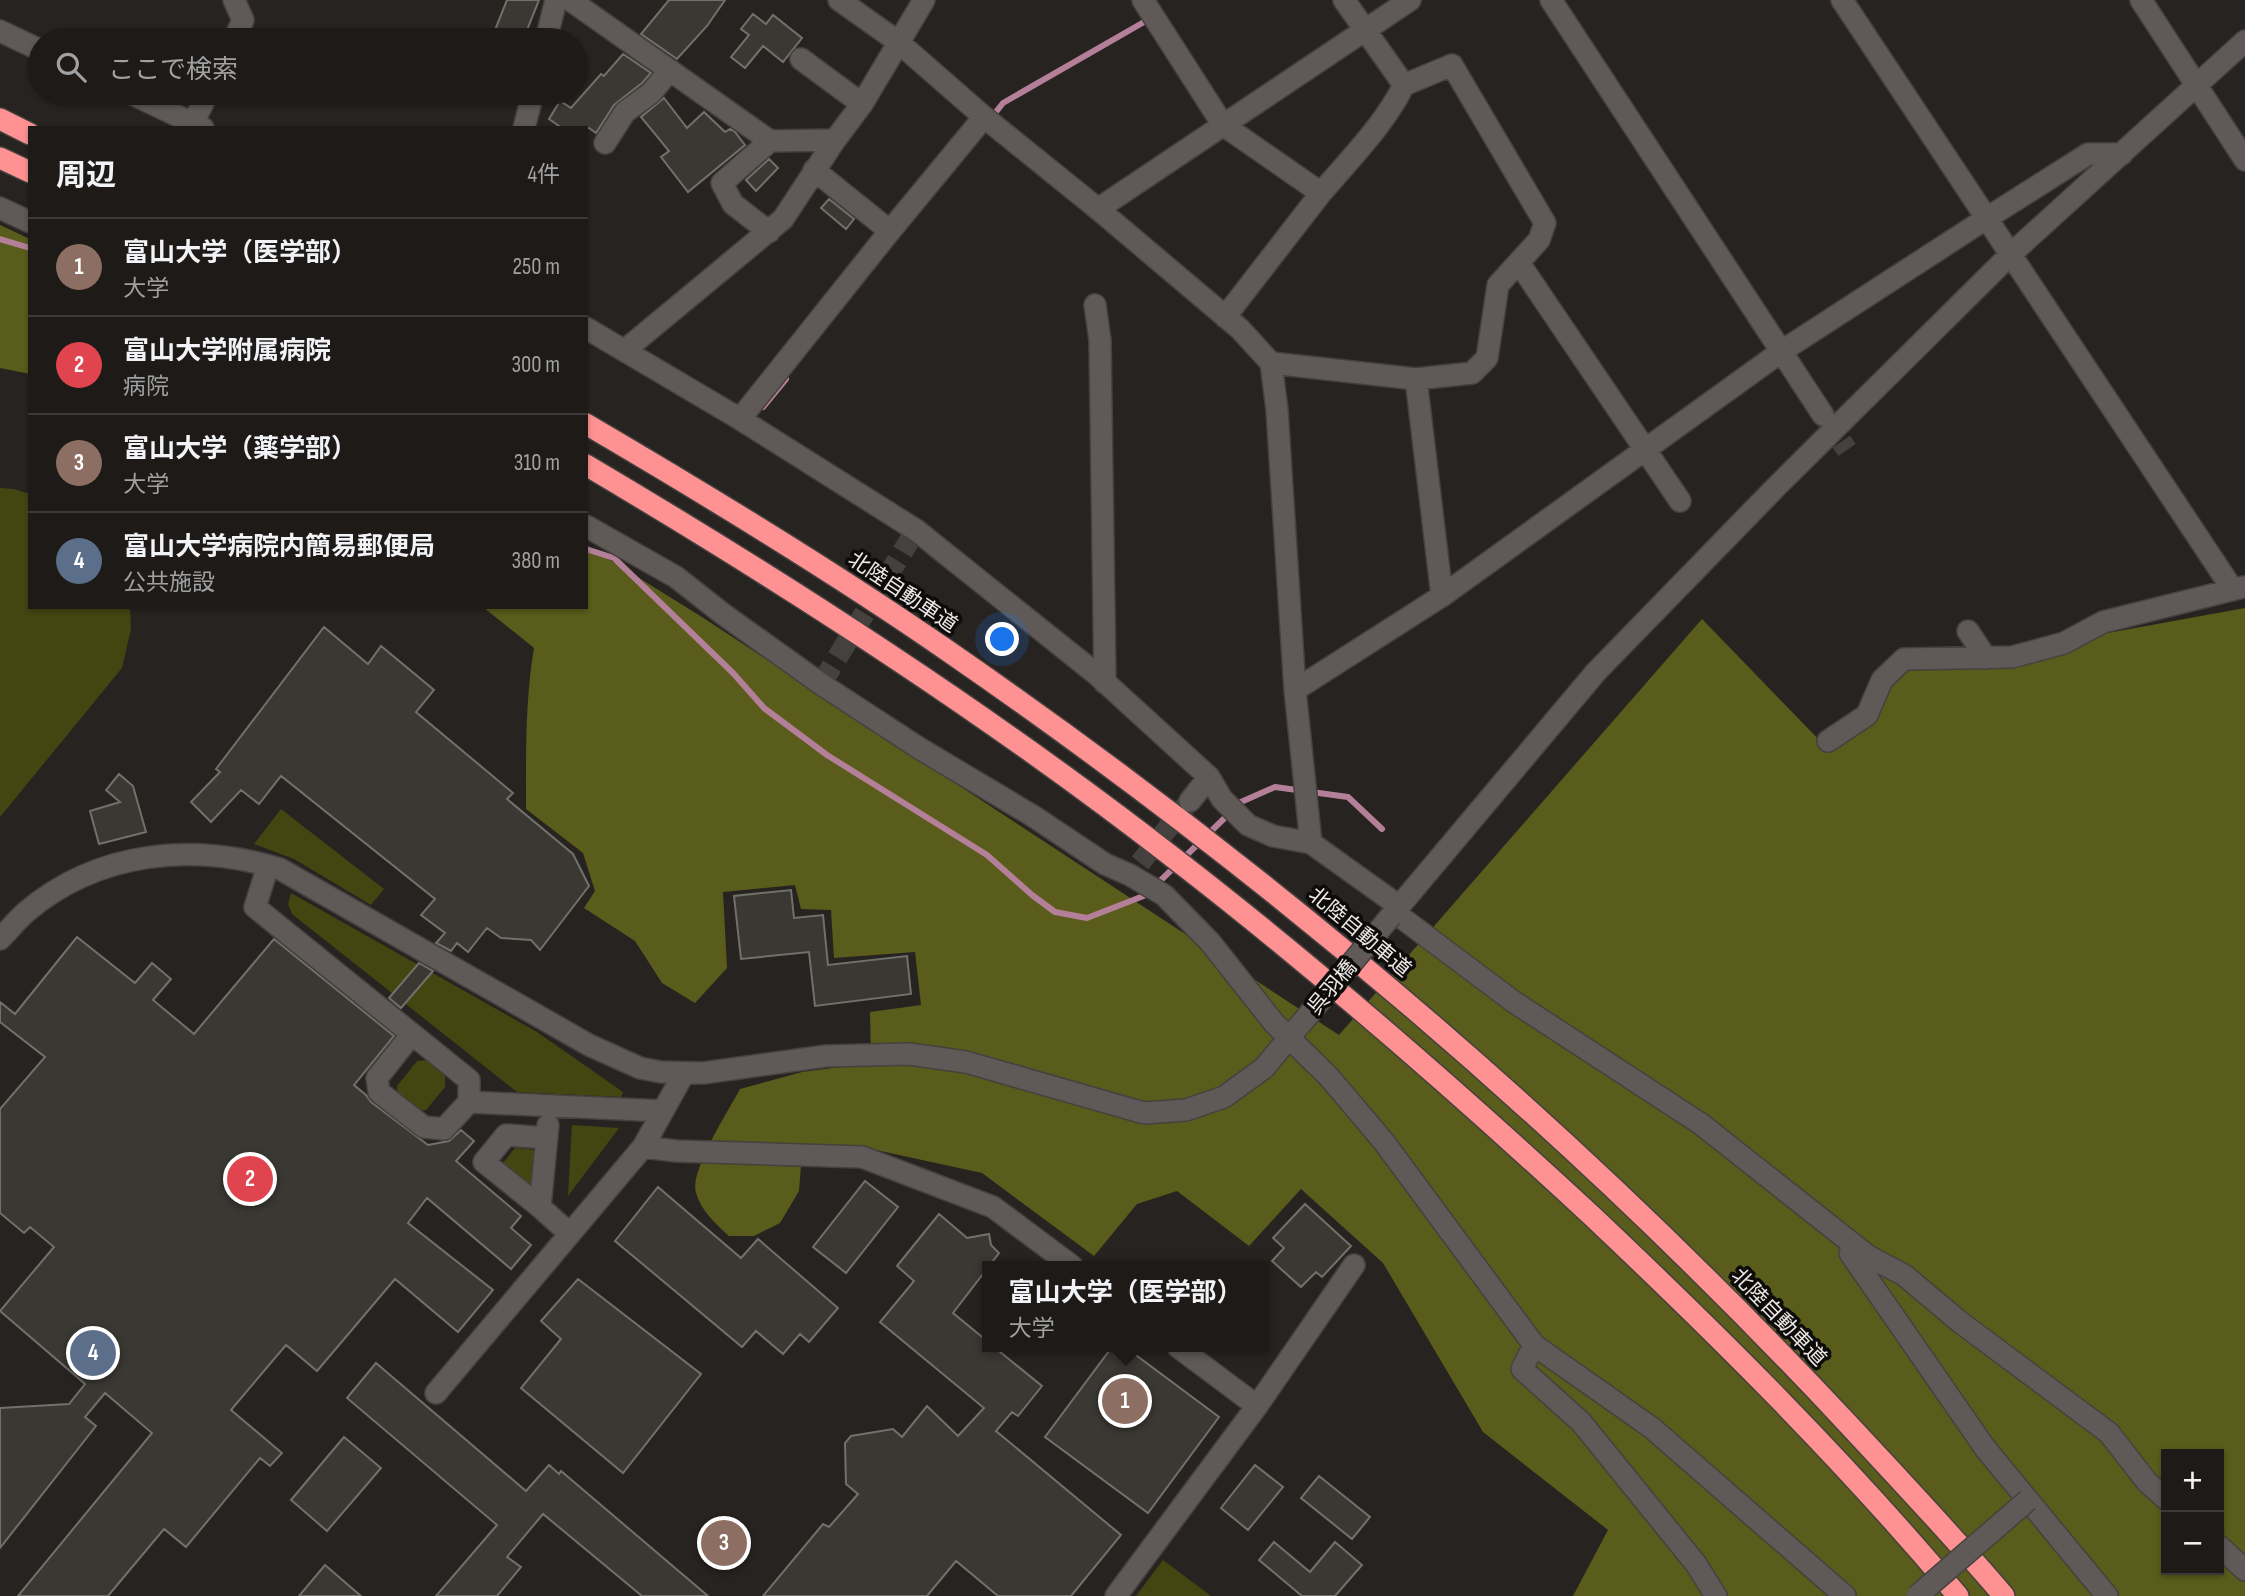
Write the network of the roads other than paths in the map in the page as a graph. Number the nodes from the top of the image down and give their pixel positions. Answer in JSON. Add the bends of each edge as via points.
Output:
{"nodes":[{"id":1,"x":234,"y":0,"type":"edge"},
{"id":2,"x":556,"y":0,"type":"edge"},
{"id":3,"x":570,"y":0,"type":"edge"},
{"id":4,"x":839,"y":0,"type":"edge"},
{"id":5,"x":924,"y":0,"type":"edge"},
{"id":6,"x":1143,"y":0,"type":"edge"},
{"id":7,"x":1344,"y":0,"type":"edge"},
{"id":8,"x":1410,"y":0,"type":"edge"},
{"id":9,"x":1551,"y":0,"type":"edge"},
{"id":10,"x":1842,"y":0,"type":"edge"},
{"id":11,"x":2141,"y":0,"type":"edge"},
{"id":12,"x":239,"y":28,"type":"edge"},
{"id":13,"x":549,"y":28,"type":"edge"},
{"id":14,"x":0,"y":31,"type":"edge"},
{"id":15,"x":1364,"y":31,"type":"junction"},
{"id":16,"x":897,"y":41,"type":"junction"},
{"id":17,"x":2245,"y":41,"type":"edge"},
{"id":18,"x":28,"y":44,"type":"edge"},
{"id":19,"x":801,"y":59,"type":"dead end"},
{"id":20,"x":670,"y":70,"type":"junction"},
{"id":21,"x":1404,"y":85,"type":"junction"},
{"id":22,"x":2196,"y":85,"type":"junction"},
{"id":23,"x":862,"y":104,"type":"junction"},
{"id":24,"x":156,"y":105,"type":"edge"},
{"id":25,"x":204,"y":105,"type":"edge"},
{"id":26,"x":530,"y":105,"type":"edge"},
{"id":27,"x":984,"y":117,"type":"junction"},
{"id":28,"x":0,"y":119,"type":"edge"},
{"id":29,"x":198,"y":125,"type":"edge"},
{"id":30,"x":1223,"y":125,"type":"junction"},
{"id":31,"x":525,"y":126,"type":"edge"},
{"id":32,"x":28,"y":133,"type":"edge"},
{"id":33,"x":835,"y":140,"type":"junction"},
{"id":34,"x":770,"y":141,"type":"junction"},
{"id":35,"x":605,"y":143,"type":"dead end"},
{"id":36,"x":2122,"y":154,"type":"junction"},
{"id":37,"x":0,"y":158,"type":"edge"},
{"id":38,"x":2245,"y":160,"type":"edge"},
{"id":39,"x":814,"y":170,"type":"junction"},
{"id":40,"x":28,"y":171,"type":"edge"},
{"id":41,"x":1321,"y":193,"type":"junction"},
{"id":42,"x":0,"y":208,"type":"edge"},
{"id":43,"x":1098,"y":209,"type":"junction"},
{"id":44,"x":1987,"y":218,"type":"junction"},
{"id":45,"x":28,"y":221,"type":"edge"},
{"id":46,"x":890,"y":231,"type":"junction"},
{"id":47,"x":769,"y":232,"type":"junction"},
{"id":48,"x":2011,"y":254,"type":"junction"},
{"id":49,"x":1519,"y":262,"type":"junction"},
{"id":50,"x":1095,"y":304,"type":"dead end"},
{"id":51,"x":1225,"y":317,"type":"junction"},
{"id":52,"x":588,"y":329,"type":"edge"},
{"id":53,"x":625,"y":350,"type":"junction"},
{"id":54,"x":1782,"y":351,"type":"junction"},
{"id":55,"x":1271,"y":363,"type":"junction"},
{"id":56,"x":1416,"y":379,"type":"junction"},
{"id":57,"x":1823,"y":415,"type":"tunnel mouth"},
{"id":58,"x":740,"y":419,"type":"junction"},
{"id":59,"x":588,"y":425,"type":"edge"},
{"id":60,"x":1646,"y":449,"type":"junction"},
{"id":61,"x":588,"y":466,"type":"edge"},
{"id":62,"x":1680,"y":501,"type":"dead end"},
{"id":63,"x":588,"y":527,"type":"edge"},
{"id":64,"x":2239,"y":588,"type":"edge"},
{"id":65,"x":1442,"y":596,"type":"junction"},
{"id":66,"x":1968,"y":631,"type":"dead end"},
{"id":67,"x":1986,"y":658,"type":"junction"},
{"id":68,"x":1105,"y":683,"type":"junction"},
{"id":69,"x":1295,"y":690,"type":"junction"},
{"id":70,"x":1828,"y":741,"type":"dead end"},
{"id":71,"x":1209,"y":777,"type":"junction"},
{"id":72,"x":1189,"y":801,"type":"tunnel mouth"},
{"id":73,"x":1311,"y":843,"type":"junction"},
{"id":74,"x":268,"y":866,"type":"junction"},
{"id":75,"x":1395,"y":911,"type":"junction"},
{"id":76,"x":0,"y":939,"type":"edge"},
{"id":77,"x":1295,"y":1031,"type":"junction"},
{"id":78,"x":412,"y":1034,"type":"junction"},
{"id":79,"x":684,"y":1073,"type":"junction"},
{"id":80,"x":469,"y":1102,"type":"junction"},
{"id":81,"x":550,"y":1106,"type":"junction"},
{"id":82,"x":663,"y":1111,"type":"junction"},
{"id":83,"x":547,"y":1138,"type":"junction"},
{"id":84,"x":643,"y":1147,"type":"junction"},
{"id":85,"x":540,"y":1207,"type":"junction"},
{"id":86,"x":570,"y":1234,"type":"junction"},
{"id":87,"x":1850,"y":1253,"type":"dead end"},
{"id":88,"x":1065,"y":1261,"type":"edge"},
{"id":89,"x":1354,"y":1265,"type":"dead end"},
{"id":90,"x":1534,"y":1345,"type":"junction"},
{"id":91,"x":1185,"y":1352,"type":"edge"},
{"id":92,"x":436,"y":1393,"type":"dead end"},
{"id":93,"x":1257,"y":1406,"type":"junction"},
{"id":94,"x":2161,"y":1495,"type":"edge"},
{"id":95,"x":2028,"y":1500,"type":"junction"},
{"id":96,"x":2224,"y":1551,"type":"edge"},
{"id":97,"x":2245,"y":1570,"type":"edge"},
{"id":98,"x":1116,"y":1596,"type":"edge"},
{"id":99,"x":1716,"y":1596,"type":"edge"},
{"id":100,"x":1845,"y":1596,"type":"edge"},
{"id":101,"x":1917,"y":1596,"type":"edge"},
{"id":102,"x":1958,"y":1596,"type":"edge"},
{"id":103,"x":2004,"y":1596,"type":"edge"},
{"id":104,"x":2107,"y":1596,"type":"edge"}],
"edges":[{"from":1,"to":12,"type":"street","via":[[243,20]]},
{"from":2,"to":13,"type":"street"},
{"from":3,"to":20,"type":"street"},
{"from":4,"to":16,"type":"street"},
{"from":5,"to":16,"type":"street"},
{"from":6,"to":30,"type":"street"},
{"from":7,"to":15,"type":"street"},
{"from":8,"to":15,"type":"street"},
{"from":9,"to":54,"type":"street"},
{"from":10,"to":44,"type":"street"},
{"from":11,"to":22,"type":"street"},
{"from":14,"to":18,"type":"street"},
{"from":15,"to":21,"type":"street"},
{"from":15,"to":30,"type":"street"},
{"from":16,"to":23,"type":"street"},
{"from":16,"to":27,"type":"street"},
{"from":17,"to":22,"type":"street","name":"呉羽橋"},
{"from":19,"to":23,"type":"street"},
{"from":20,"to":34,"type":"street"},
{"from":20,"to":35,"type":"street","via":[[651,93],[625,112]]},
{"from":21,"to":41,"type":"street","via":[[1369,137]]},
{"from":21,"to":49,"type":"street","via":[[1452,65],[1545,223],[1539,240]]},
{"from":22,"to":36,"type":"street","name":"呉羽橋"},
{"from":22,"to":38,"type":"street"},
{"from":23,"to":33,"type":"street"},
{"from":24,"to":29,"type":"street"},
{"from":25,"to":29,"type":"street"},
{"from":26,"to":31,"type":"street"},
{"from":27,"to":43,"type":"street"},
{"from":27,"to":46,"type":"street"},
{"from":28,"to":32,"type":"highway"},
{"from":30,"to":41,"type":"street"},
{"from":30,"to":43,"type":"street"},
{"from":33,"to":34,"type":"street"},
{"from":33,"to":39,"type":"street"},
{"from":34,"to":47,"type":"street","via":[[722,183],[733,204]]},
{"from":36,"to":44,"type":"street","via":[[2088,154]]},
{"from":36,"to":48,"type":"street","name":"呉羽橋"},
{"from":37,"to":40,"type":"highway"},
{"from":39,"to":46,"type":"street"},
{"from":39,"to":47,"type":"street","via":[[783,219]]},
{"from":41,"to":51,"type":"street"},
{"from":42,"to":45,"type":"street"},
{"from":43,"to":51,"type":"street"},
{"from":44,"to":48,"type":"street"},
{"from":44,"to":54,"type":"street"},
{"from":46,"to":58,"type":"street"},
{"from":47,"to":53,"type":"street"},
{"from":48,"to":64,"type":"street"},
{"from":48,"to":75,"type":"street","name":"呉羽橋","via":[[1596,672]]},
{"from":49,"to":56,"type":"street","via":[[1497,285],[1487,358],[1472,373]]},
{"from":49,"to":60,"type":"street"},
{"from":50,"to":68,"type":"street","via":[[1100,341]]},
{"from":51,"to":55,"type":"street"},
{"from":52,"to":53,"type":"street"},
{"from":53,"to":58,"type":"street"},
{"from":54,"to":57,"type":"street"},
{"from":54,"to":60,"type":"street"},
{"from":55,"to":56,"type":"street"},
{"from":55,"to":69,"type":"street"},
{"from":56,"to":65,"type":"street"},
{"from":58,"to":68,"type":"street","via":[[916,530]]},
{"from":59,"to":103,"type":"highway","name":"北陸自動車道","via":[[804,556],[947,650],[1184,823],[1313,924],[1434,1025],[1661,1231],[1771,1342]]},
{"from":60,"to":62,"type":"street"},
{"from":60,"to":65,"type":"street"},
{"from":61,"to":102,"type":"highway","via":[[925,678],[1173,857],[1293,953],[1526,1154],[1640,1262],[1776,1397]]},
{"from":63,"to":77,"type":"street","via":[[676,577],[821,684],[919,748],[1105,864],[1135,869],[1210,942],[1274,1023]]},
{"from":64,"to":67,"type":"street","via":[[2103,622],[2064,643],[2012,657]]},
{"from":65,"to":69,"type":"street"},
{"from":66,"to":67,"type":"street"},
{"from":67,"to":70,"type":"street","via":[[1904,659],[1882,680],[1867,715]]},
{"from":68,"to":71,"type":"street"},
{"from":69,"to":73,"type":"street"},
{"from":71,"to":72,"type":"street"},
{"from":71,"to":73,"type":"street","via":[[1222,799],[1248,825],[1273,836]]},
{"from":73,"to":75,"type":"street"},
{"from":74,"to":76,"type":"street","name":"呉羽橋","via":[[196,854],[115,863],[64,886],[27,912]]},
{"from":74,"to":78,"type":"street","via":[[255,907]]},
{"from":74,"to":79,"type":"street","name":"呉羽橋","via":[[328,895],[589,1045],[640,1068]]},
{"from":75,"to":77,"type":"street","name":"呉羽橋","bridge":true},
{"from":75,"to":94,"type":"street","via":[[1514,1002],[1701,1124],[1868,1256],[1904,1275],[2109,1433]]},
{"from":77,"to":79,"type":"street","name":"呉羽橋","via":[[1264,1068],[1224,1097],[1186,1110],[1144,1113],[966,1062],[909,1054],[827,1056]]},
{"from":77,"to":90,"type":"street","via":[[1384,1142]]},
{"from":78,"to":80,"type":"street","via":[[469,1080]]},
{"from":78,"to":80,"type":"street","via":[[377,1077],[379,1092],[424,1127],[444,1129]]},
{"from":79,"to":82,"type":"street"},
{"from":80,"to":81,"type":"street"},
{"from":81,"to":82,"type":"street"},
{"from":81,"to":83,"type":"street"},
{"from":82,"to":84,"type":"street"},
{"from":83,"to":85,"type":"street"},
{"from":83,"to":85,"type":"street","via":[[506,1135],[484,1162]]},
{"from":84,"to":86,"type":"street"},
{"from":84,"to":88,"type":"street","via":[[862,1157],[993,1207]]},
{"from":85,"to":86,"type":"street"},
{"from":86,"to":92,"type":"street"},
{"from":87,"to":95,"type":"street","via":[[1985,1448]]},
{"from":89,"to":93,"type":"street"},
{"from":90,"to":99,"type":"street","via":[[1521,1369],[1581,1422],[1696,1564]]},
{"from":90,"to":100,"type":"street","via":[[1653,1428]]},
{"from":91,"to":93,"type":"street"},
{"from":93,"to":98,"type":"street"},
{"from":95,"to":101,"type":"street","bridge":true},
{"from":95,"to":104,"type":"street"},
{"from":96,"to":97,"type":"street"}]}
++++++++
=== WHAT IS BEING ASKED ===
Find the word "mouth" in the records and pull out each line that has it.

=== SOLUTION TO THE PROBLEM ===
{"id":57,"x":1823,"y":415,"type":"tunnel mouth"},
{"id":72,"x":1189,"y":801,"type":"tunnel mouth"},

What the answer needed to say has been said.